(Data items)
++++++++++

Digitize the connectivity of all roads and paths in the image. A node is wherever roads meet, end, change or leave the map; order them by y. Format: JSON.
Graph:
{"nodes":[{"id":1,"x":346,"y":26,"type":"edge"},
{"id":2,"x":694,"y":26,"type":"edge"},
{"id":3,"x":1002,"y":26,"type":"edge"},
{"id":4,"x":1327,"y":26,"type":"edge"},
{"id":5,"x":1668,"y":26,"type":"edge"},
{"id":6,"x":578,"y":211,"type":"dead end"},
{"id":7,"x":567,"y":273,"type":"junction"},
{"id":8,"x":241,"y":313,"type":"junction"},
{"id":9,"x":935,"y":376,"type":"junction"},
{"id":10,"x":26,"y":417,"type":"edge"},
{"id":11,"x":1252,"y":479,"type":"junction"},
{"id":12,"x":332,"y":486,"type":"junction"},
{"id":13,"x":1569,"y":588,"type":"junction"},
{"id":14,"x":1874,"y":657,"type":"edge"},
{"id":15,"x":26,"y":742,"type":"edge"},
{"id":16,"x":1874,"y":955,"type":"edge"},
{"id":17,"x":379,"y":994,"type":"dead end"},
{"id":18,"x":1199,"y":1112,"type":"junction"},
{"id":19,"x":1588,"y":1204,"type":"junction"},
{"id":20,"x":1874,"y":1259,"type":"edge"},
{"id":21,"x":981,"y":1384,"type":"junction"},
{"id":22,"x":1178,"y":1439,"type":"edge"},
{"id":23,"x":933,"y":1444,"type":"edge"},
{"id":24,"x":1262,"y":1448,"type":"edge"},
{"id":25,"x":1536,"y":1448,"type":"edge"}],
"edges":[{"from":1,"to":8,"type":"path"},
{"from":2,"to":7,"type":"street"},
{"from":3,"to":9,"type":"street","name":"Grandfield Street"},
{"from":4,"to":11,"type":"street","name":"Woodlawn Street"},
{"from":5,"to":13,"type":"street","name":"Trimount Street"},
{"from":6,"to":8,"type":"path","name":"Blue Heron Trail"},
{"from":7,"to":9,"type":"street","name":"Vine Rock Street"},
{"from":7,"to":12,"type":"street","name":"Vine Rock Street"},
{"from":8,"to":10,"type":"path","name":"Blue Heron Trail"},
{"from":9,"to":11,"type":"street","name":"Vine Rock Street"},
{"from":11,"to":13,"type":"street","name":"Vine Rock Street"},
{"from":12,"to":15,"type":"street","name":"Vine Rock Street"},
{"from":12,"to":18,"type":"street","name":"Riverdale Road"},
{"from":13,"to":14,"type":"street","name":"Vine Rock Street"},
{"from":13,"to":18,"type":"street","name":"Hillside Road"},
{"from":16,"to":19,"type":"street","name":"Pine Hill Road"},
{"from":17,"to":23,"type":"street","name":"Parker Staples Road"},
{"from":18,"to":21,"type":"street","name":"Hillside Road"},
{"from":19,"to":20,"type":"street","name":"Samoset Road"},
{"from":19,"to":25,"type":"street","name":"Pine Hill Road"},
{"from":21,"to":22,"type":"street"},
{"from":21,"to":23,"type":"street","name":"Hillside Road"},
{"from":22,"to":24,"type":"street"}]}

++++++++++

> _TRY IT_
In full and verbatim, transcribe the data.

> _ANSWER TO THE PROBLEM_
Digitize the connectivity of all roads and paths in the image. A node is wherever roads meet, end, change or leave the map; order them by y. Format: JSON.
Graph:
{"nodes":[{"id":1,"x":346,"y":26,"type":"edge"},
{"id":2,"x":694,"y":26,"type":"edge"},
{"id":3,"x":1002,"y":26,"type":"edge"},
{"id":4,"x":1327,"y":26,"type":"edge"},
{"id":5,"x":1668,"y":26,"type":"edge"},
{"id":6,"x":578,"y":211,"type":"dead end"},
{"id":7,"x":567,"y":273,"type":"junction"},
{"id":8,"x":241,"y":313,"type":"junction"},
{"id":9,"x":935,"y":376,"type":"junction"},
{"id":10,"x":26,"y":417,"type":"edge"},
{"id":11,"x":1252,"y":479,"type":"junction"},
{"id":12,"x":332,"y":486,"type":"junction"},
{"id":13,"x":1569,"y":588,"type":"junction"},
{"id":14,"x":1874,"y":657,"type":"edge"},
{"id":15,"x":26,"y":742,"type":"edge"},
{"id":16,"x":1874,"y":955,"type":"edge"},
{"id":17,"x":379,"y":994,"type":"dead end"},
{"id":18,"x":1199,"y":1112,"type":"junction"},
{"id":19,"x":1588,"y":1204,"type":"junction"},
{"id":20,"x":1874,"y":1259,"type":"edge"},
{"id":21,"x":981,"y":1384,"type":"junction"},
{"id":22,"x":1178,"y":1439,"type":"edge"},
{"id":23,"x":933,"y":1444,"type":"edge"},
{"id":24,"x":1262,"y":1448,"type":"edge"},
{"id":25,"x":1536,"y":1448,"type":"edge"}],
"edges":[{"from":1,"to":8,"type":"path"},
{"from":2,"to":7,"type":"street"},
{"from":3,"to":9,"type":"street","name":"Grandfield Street"},
{"from":4,"to":11,"type":"street","name":"Woodlawn Street"},
{"from":5,"to":13,"type":"street","name":"Trimount Street"},
{"from":6,"to":8,"type":"path","name":"Blue Heron Trail"},
{"from":7,"to":9,"type":"street","name":"Vine Rock Street"},
{"from":7,"to":12,"type":"street","name":"Vine Rock Street"},
{"from":8,"to":10,"type":"path","name":"Blue Heron Trail"},
{"from":9,"to":11,"type":"street","name":"Vine Rock Street"},
{"from":11,"to":13,"type":"street","name":"Vine Rock Street"},
{"from":12,"to":15,"type":"street","name":"Vine Rock Street"},
{"from":12,"to":18,"type":"street","name":"Riverdale Road"},
{"from":13,"to":14,"type":"street","name":"Vine Rock Street"},
{"from":13,"to":18,"type":"street","name":"Hillside Road"},
{"from":16,"to":19,"type":"street","name":"Pine Hill Road"},
{"from":17,"to":23,"type":"street","name":"Parker Staples Road"},
{"from":18,"to":21,"type":"street","name":"Hillside Road"},
{"from":19,"to":20,"type":"street","name":"Samoset Road"},
{"from":19,"to":25,"type":"street","name":"Pine Hill Road"},
{"from":21,"to":22,"type":"street"},
{"from":21,"to":23,"type":"street","name":"Hillside Road"},
{"from":22,"to":24,"type":"street"}]}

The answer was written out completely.